**Description of the task**.
Below are records; write all of them out exactly.

**Data under study**.
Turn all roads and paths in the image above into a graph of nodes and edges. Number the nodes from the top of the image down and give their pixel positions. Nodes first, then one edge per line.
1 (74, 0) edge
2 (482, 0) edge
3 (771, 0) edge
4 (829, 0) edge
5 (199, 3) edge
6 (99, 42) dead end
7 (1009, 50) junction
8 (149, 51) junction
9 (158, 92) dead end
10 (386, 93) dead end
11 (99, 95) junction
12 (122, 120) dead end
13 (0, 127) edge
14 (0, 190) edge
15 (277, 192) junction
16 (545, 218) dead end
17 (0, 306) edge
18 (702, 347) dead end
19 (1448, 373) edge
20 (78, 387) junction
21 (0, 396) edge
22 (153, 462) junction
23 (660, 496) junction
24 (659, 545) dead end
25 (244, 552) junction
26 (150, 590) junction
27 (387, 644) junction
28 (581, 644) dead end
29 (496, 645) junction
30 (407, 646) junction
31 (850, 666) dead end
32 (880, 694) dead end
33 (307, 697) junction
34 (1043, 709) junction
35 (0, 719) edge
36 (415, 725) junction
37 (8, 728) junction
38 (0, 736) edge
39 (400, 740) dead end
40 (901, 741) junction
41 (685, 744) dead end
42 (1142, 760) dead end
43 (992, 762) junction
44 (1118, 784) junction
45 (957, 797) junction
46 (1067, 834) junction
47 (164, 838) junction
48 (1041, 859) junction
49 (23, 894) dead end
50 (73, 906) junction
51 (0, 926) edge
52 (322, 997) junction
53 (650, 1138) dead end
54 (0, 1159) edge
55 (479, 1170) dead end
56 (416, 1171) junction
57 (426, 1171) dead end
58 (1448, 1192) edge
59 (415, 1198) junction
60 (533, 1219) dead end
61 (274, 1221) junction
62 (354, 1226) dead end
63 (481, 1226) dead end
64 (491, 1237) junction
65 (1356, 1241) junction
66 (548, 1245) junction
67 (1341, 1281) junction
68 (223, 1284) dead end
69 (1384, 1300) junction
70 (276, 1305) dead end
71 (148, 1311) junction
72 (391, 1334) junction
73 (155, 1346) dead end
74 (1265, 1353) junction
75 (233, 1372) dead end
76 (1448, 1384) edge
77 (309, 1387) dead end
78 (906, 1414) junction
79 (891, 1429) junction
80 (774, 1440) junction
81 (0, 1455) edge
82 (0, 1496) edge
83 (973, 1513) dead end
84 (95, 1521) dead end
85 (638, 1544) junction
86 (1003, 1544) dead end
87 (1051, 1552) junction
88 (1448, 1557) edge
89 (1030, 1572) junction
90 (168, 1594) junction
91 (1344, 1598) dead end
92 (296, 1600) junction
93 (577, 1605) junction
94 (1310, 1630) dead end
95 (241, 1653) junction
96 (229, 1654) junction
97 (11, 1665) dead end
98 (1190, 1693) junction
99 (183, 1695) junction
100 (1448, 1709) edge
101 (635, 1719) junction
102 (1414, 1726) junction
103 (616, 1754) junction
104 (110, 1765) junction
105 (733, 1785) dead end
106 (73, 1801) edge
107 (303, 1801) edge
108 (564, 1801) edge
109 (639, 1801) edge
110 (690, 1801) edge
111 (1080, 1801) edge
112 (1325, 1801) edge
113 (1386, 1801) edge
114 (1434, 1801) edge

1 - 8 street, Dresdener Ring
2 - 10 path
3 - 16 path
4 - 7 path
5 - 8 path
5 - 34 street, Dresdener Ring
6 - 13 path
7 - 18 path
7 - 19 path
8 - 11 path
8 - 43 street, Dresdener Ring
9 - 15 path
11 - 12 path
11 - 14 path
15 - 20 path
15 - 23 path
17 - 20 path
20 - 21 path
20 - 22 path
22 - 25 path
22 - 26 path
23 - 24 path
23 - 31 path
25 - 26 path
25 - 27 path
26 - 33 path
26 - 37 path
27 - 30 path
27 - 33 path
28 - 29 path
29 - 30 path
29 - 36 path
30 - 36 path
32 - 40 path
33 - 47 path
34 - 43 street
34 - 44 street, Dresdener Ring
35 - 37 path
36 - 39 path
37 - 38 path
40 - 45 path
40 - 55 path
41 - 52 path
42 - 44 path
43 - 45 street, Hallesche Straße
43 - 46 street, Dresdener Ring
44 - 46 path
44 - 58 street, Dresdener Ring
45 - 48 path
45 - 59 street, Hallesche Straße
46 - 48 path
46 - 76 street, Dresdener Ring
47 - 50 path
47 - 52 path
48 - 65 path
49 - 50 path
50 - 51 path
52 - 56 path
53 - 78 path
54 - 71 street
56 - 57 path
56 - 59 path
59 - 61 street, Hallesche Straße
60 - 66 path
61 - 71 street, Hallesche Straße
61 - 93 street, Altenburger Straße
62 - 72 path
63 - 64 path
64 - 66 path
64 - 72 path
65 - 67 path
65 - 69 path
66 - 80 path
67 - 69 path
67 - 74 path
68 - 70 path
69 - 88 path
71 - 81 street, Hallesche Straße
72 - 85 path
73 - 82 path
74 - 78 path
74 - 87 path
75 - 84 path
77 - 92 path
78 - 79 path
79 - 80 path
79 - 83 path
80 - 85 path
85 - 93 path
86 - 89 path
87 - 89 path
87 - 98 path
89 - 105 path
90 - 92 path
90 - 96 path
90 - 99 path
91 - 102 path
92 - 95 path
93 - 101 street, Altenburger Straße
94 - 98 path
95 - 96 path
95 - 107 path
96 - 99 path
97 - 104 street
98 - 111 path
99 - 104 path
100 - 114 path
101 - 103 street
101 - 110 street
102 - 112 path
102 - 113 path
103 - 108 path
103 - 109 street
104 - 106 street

**Reply**.
Turn all roads and paths in the image above into a graph of nodes and edges. Number the nodes from the top of the image down and give their pixel positions. Nodes first, then one edge per line.
1 (74, 0) edge
2 (482, 0) edge
3 (771, 0) edge
4 (829, 0) edge
5 (199, 3) edge
6 (99, 42) dead end
7 (1009, 50) junction
8 (149, 51) junction
9 (158, 92) dead end
10 (386, 93) dead end
11 (99, 95) junction
12 (122, 120) dead end
13 (0, 127) edge
14 (0, 190) edge
15 (277, 192) junction
16 (545, 218) dead end
17 (0, 306) edge
18 (702, 347) dead end
19 (1448, 373) edge
20 (78, 387) junction
21 (0, 396) edge
22 (153, 462) junction
23 (660, 496) junction
24 (659, 545) dead end
25 (244, 552) junction
26 (150, 590) junction
27 (387, 644) junction
28 (581, 644) dead end
29 (496, 645) junction
30 (407, 646) junction
31 (850, 666) dead end
32 (880, 694) dead end
33 (307, 697) junction
34 (1043, 709) junction
35 (0, 719) edge
36 (415, 725) junction
37 (8, 728) junction
38 (0, 736) edge
39 (400, 740) dead end
40 (901, 741) junction
41 (685, 744) dead end
42 (1142, 760) dead end
43 (992, 762) junction
44 (1118, 784) junction
45 (957, 797) junction
46 (1067, 834) junction
47 (164, 838) junction
48 (1041, 859) junction
49 (23, 894) dead end
50 (73, 906) junction
51 (0, 926) edge
52 (322, 997) junction
53 (650, 1138) dead end
54 (0, 1159) edge
55 (479, 1170) dead end
56 (416, 1171) junction
57 (426, 1171) dead end
58 (1448, 1192) edge
59 (415, 1198) junction
60 (533, 1219) dead end
61 (274, 1221) junction
62 (354, 1226) dead end
63 (481, 1226) dead end
64 (491, 1237) junction
65 (1356, 1241) junction
66 (548, 1245) junction
67 (1341, 1281) junction
68 (223, 1284) dead end
69 (1384, 1300) junction
70 (276, 1305) dead end
71 (148, 1311) junction
72 (391, 1334) junction
73 (155, 1346) dead end
74 (1265, 1353) junction
75 (233, 1372) dead end
76 (1448, 1384) edge
77 (309, 1387) dead end
78 (906, 1414) junction
79 (891, 1429) junction
80 (774, 1440) junction
81 (0, 1455) edge
82 (0, 1496) edge
83 (973, 1513) dead end
84 (95, 1521) dead end
85 (638, 1544) junction
86 (1003, 1544) dead end
87 (1051, 1552) junction
88 (1448, 1557) edge
89 (1030, 1572) junction
90 (168, 1594) junction
91 (1344, 1598) dead end
92 (296, 1600) junction
93 (577, 1605) junction
94 (1310, 1630) dead end
95 (241, 1653) junction
96 (229, 1654) junction
97 (11, 1665) dead end
98 (1190, 1693) junction
99 (183, 1695) junction
100 (1448, 1709) edge
101 (635, 1719) junction
102 (1414, 1726) junction
103 (616, 1754) junction
104 (110, 1765) junction
105 (733, 1785) dead end
106 (73, 1801) edge
107 (303, 1801) edge
108 (564, 1801) edge
109 (639, 1801) edge
110 (690, 1801) edge
111 (1080, 1801) edge
112 (1325, 1801) edge
113 (1386, 1801) edge
114 (1434, 1801) edge

1 - 8 street, Dresdener Ring
2 - 10 path
3 - 16 path
4 - 7 path
5 - 8 path
5 - 34 street, Dresdener Ring
6 - 13 path
7 - 18 path
7 - 19 path
8 - 11 path
8 - 43 street, Dresdener Ring
9 - 15 path
11 - 12 path
11 - 14 path
15 - 20 path
15 - 23 path
17 - 20 path
20 - 21 path
20 - 22 path
22 - 25 path
22 - 26 path
23 - 24 path
23 - 31 path
25 - 26 path
25 - 27 path
26 - 33 path
26 - 37 path
27 - 30 path
27 - 33 path
28 - 29 path
29 - 30 path
29 - 36 path
30 - 36 path
32 - 40 path
33 - 47 path
34 - 43 street
34 - 44 street, Dresdener Ring
35 - 37 path
36 - 39 path
37 - 38 path
40 - 45 path
40 - 55 path
41 - 52 path
42 - 44 path
43 - 45 street, Hallesche Straße
43 - 46 street, Dresdener Ring
44 - 46 path
44 - 58 street, Dresdener Ring
45 - 48 path
45 - 59 street, Hallesche Straße
46 - 48 path
46 - 76 street, Dresdener Ring
47 - 50 path
47 - 52 path
48 - 65 path
49 - 50 path
50 - 51 path
52 - 56 path
53 - 78 path
54 - 71 street
56 - 57 path
56 - 59 path
59 - 61 street, Hallesche Straße
60 - 66 path
61 - 71 street, Hallesche Straße
61 - 93 street, Altenburger Straße
62 - 72 path
63 - 64 path
64 - 66 path
64 - 72 path
65 - 67 path
65 - 69 path
66 - 80 path
67 - 69 path
67 - 74 path
68 - 70 path
69 - 88 path
71 - 81 street, Hallesche Straße
72 - 85 path
73 - 82 path
74 - 78 path
74 - 87 path
75 - 84 path
77 - 92 path
78 - 79 path
79 - 80 path
79 - 83 path
80 - 85 path
85 - 93 path
86 - 89 path
87 - 89 path
87 - 98 path
89 - 105 path
90 - 92 path
90 - 96 path
90 - 99 path
91 - 102 path
92 - 95 path
93 - 101 street, Altenburger Straße
94 - 98 path
95 - 96 path
95 - 107 path
96 - 99 path
97 - 104 street
98 - 111 path
99 - 104 path
100 - 114 path
101 - 103 street
101 - 110 street
102 - 112 path
102 - 113 path
103 - 108 path
103 - 109 street
104 - 106 street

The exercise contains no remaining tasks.